TUCSON, Ariz. — English poet Alexander Pope famously wrote “to err is human” centuries ago, and the saying still holds true today. Despite the fact that we all would love to immediately succeed in everything we do, the simple truth is that just isn’t possible. Failure isn’t all bad, though, and often works as a great motivator and essential ingredient to learning a new skill or piece of knowledge. So, what is the perfect amount of failure to facilitate learning? According to a new study, it’s 15% of the time.
Another way to interpret the findings would be that learning is optimized when we get answers right on a given subject 85% of the time.
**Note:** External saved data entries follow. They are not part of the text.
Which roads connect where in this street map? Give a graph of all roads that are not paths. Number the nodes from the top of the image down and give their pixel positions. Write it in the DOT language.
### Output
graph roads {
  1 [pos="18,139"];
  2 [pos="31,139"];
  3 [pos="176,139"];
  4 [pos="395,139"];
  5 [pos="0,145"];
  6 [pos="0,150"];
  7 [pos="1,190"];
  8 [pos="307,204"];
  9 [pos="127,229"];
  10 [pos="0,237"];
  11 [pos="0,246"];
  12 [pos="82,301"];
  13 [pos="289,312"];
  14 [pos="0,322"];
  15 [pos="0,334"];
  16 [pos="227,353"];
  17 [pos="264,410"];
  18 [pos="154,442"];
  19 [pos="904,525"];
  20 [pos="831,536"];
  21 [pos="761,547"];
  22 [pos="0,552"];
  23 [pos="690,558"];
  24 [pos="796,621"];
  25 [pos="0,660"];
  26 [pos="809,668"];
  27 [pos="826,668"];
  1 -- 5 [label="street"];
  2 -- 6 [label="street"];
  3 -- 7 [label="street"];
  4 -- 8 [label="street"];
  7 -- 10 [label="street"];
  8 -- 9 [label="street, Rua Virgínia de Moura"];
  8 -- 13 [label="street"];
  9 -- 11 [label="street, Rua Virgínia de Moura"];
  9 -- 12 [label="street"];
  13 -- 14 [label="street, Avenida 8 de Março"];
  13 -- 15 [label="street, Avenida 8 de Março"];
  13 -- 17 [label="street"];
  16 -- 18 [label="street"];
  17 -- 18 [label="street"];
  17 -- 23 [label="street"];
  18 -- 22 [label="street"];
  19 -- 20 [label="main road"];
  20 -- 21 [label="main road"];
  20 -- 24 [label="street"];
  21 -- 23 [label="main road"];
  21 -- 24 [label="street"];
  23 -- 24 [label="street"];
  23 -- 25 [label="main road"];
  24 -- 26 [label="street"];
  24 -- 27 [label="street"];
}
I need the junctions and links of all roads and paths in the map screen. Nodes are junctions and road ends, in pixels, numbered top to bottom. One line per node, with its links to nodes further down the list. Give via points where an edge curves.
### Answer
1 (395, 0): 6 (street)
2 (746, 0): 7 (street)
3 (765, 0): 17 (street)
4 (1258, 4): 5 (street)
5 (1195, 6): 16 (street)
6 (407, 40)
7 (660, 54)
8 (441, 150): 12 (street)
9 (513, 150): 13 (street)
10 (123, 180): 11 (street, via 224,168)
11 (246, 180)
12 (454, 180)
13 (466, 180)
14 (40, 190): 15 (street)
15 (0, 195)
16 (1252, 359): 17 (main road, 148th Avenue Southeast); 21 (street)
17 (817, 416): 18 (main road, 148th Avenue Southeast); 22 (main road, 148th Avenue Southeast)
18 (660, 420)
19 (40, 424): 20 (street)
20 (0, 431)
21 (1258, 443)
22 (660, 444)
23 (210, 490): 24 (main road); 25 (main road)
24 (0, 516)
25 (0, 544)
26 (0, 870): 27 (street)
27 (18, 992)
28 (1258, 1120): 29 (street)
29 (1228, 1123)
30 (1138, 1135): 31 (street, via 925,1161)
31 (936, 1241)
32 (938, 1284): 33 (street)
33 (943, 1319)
Educators and scientists have long believed that there is a “sweet spot” of sorts when it comes to learning and failure. A simple task that doesn’t challenge us at all isn’t going to result in any real learning, and conversely a super challenging task will likely only result in frustration.
“These ideas that were out there in the education field – that there is this ‘zone of proximal difficulty,’ in which you ought to be maximizing your learning – we’ve put that on a mathematical footing,” explains lead study author Robert Wilson, assistant professor of psychology and cognitive science at the University of Arizona, in a release.
Wilson, along with co-researchers from Brown University, Princeton, and the University of California, formulated their “85% rule” hypothesis after performing various machine-learning experiments. More specifically, they “taught” computers how to perform simple tasks such as how to identify and separate different patterns into set categories, or how to separate photographs based on odd versus even numbers.
The computers were able to pick up the tasks and learn most efficiently when they responded to the tasks with 85% accuracy. Besides just computers, the research team also analyzed previous research that had focused on animal learning. They discovered that the 85% rule largely held true among animals as well.
“If you have an error rate of 15% or accuracy of 85%, you are always maximizing your rate of learning in these two-choice tasks,” Wilson says.
The study’s authors say that their findings are especially relevant regarding perceptual learning, or the process of gradually picking up skills and learning through experience and examples. They gave an example of a radiologist learning how to accurately identify tumors in an x-ray.
“You get better at figuring out there’s a tumor in an image over time, and you need experience and you need examples to get better,” Wilson explains. “I can imagine giving easy examples and giving difficult examples and giving intermediate examples. If I give really easy examples, you get 100% right all the time and there’s nothing left to learn. If I give really hard examples, you’ll be 50% correct and still not learning anything new, whereas if I give you something in between, you can be at this sweet spot where you are getting the most information from each particular example.”
These findings may be interpreted by some as encouraging a “B” average in academics, but Wilson and his team say they aren’t quite prepared to come to that conclusion. This study focused on straight-forward, simple problems with a clear cut correct and incorrect responses. Meanwhile, in higher levels of academia, the line between correct and wrong is often more blurred. However, the study’s authors still believe their research could prove useful to educators and students alike.
“If you are taking classes that are too easy and acing them all the time, then you probably aren’t getting as much out of a class as someone who’s struggling but managing to keep up,” Wilson concludes. “The hope is we can expand this work and start to talk about more complicated forms of learning.”
The study is published in the scientific journal Nature Communications.